Quel est le rôle de l’IRTA durant cette crise ?
« Le rôle de l’IRTA est de travailler conjointement avec Dorna et de gérer le paddock. Nous sommes très proches. Le budget de l’IRTA réside toutefois dans les souscriptions des équipes. Depuis sa création en 1986, l’IRTA a entretenu un fonds de roulement que nous avons divisé par le nombre d’équipes pour redistribuer cet argent, car encore une fois, une situation exceptionnelle exige des mesures exceptionnelles. Malheureusement, nous pouvons le faire qu’une fois… Carmelo Ezpeleta fait tout pour aider les équipes et n’hésite pas à monter au front. Tous ensemble, nous essayons de faire en sorte que tout le monde puisse repartir lorsque la saison reprendra. Il faudra bien travailler cette année et la saison suivante pour préparer la nouvelle donne sportive et économique. Nous avons gelé le développement dans chaque catégorie. Il faut bien réfléchir à la suite, voir ce que les constructeurs seront prêts à investir. Mais aujourd’hui, il faut travailler pour garder ce show, notre proximité avec le public et rester disponible, tout en gérant bien les coûts. »

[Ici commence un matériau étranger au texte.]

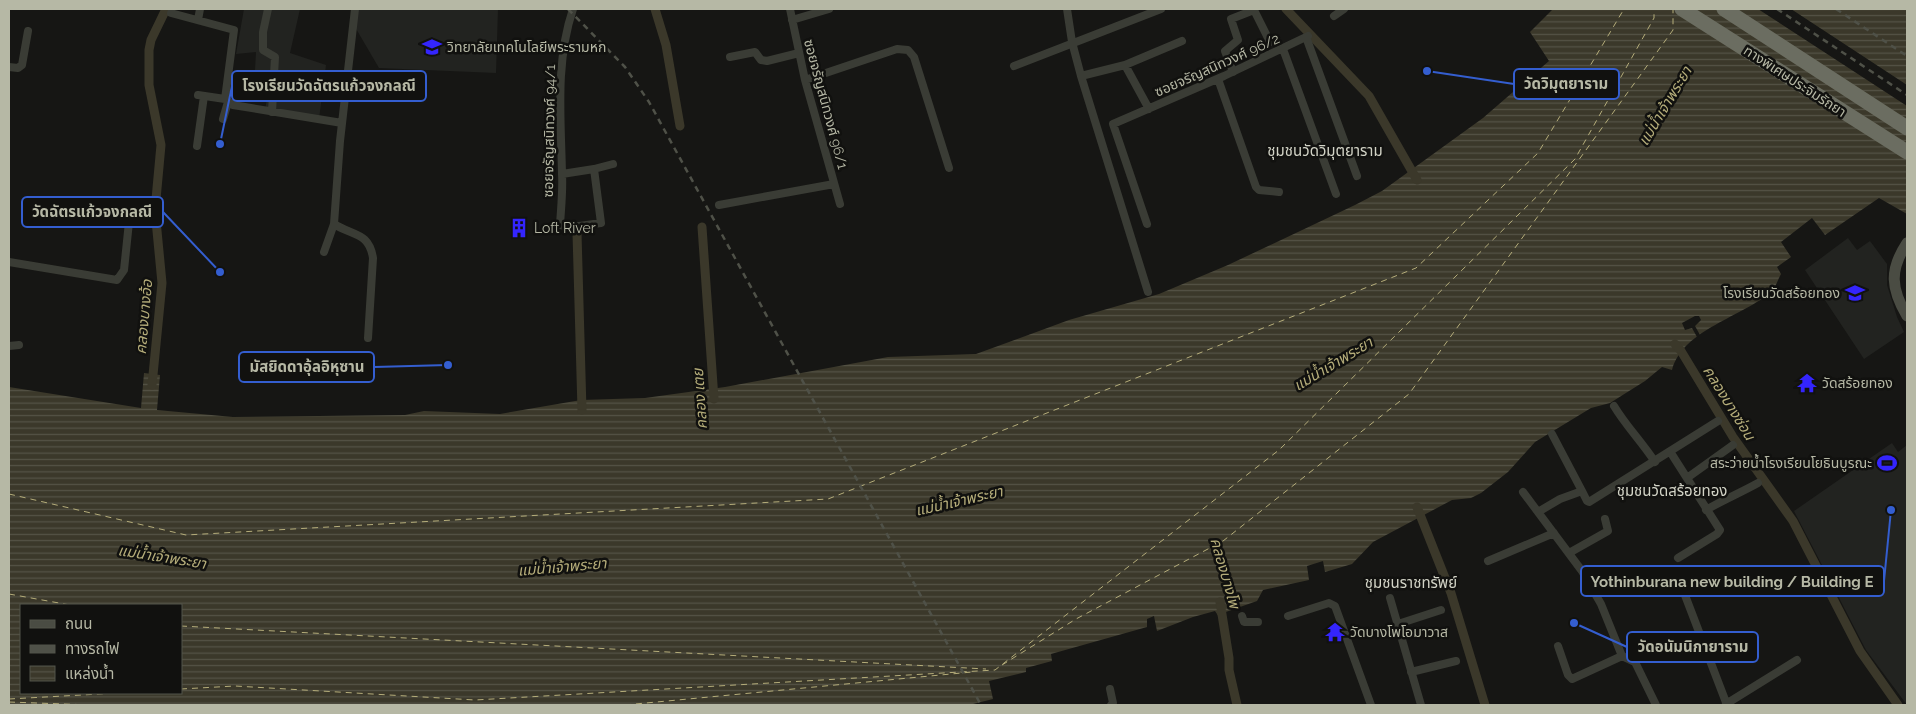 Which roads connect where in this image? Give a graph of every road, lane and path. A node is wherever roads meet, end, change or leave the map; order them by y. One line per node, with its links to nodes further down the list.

Comment voyez-vous l’avenir du MotoGP™ ?
« Depuis que l’humanité existe, celle-ci a vécu beaucoup d’épreuves. Et on a souvent entendu par le passé « après une crise comme celle-ci, plus rien ne sera comme avant ». Aujourd’hui, c’est l’offre et la demande qui régit l’économie. Le MotoGP™ fait partie de la société et je pense, sans rentrer dans des considérations philosophiques, qu’à la sortie de cette crise, la mobilité sera toujours autant d’actualité. Pour moi, le secteur du deux-roues en sortira renforcé. J’espère que beaucoup de gens redécouvriront ce véhicule et si nous pouvons être les ambassadeurs de cette industrie, alors nous le ferons avec grand plaisir. J’en ai aussi discuté avec Pit Beirer récemment. Il me disait qu’ils avaient été bluffés par les ventes faites à la suite du déconfinement. Il y a beaucoup de gens qui voient la moto comme une solution qui permettrait de respecter les mesures barrières tout en ayant la possibilité de bouger. Et puis, c’est toujours un grand plaisir de se déplacer à deux-roues ! »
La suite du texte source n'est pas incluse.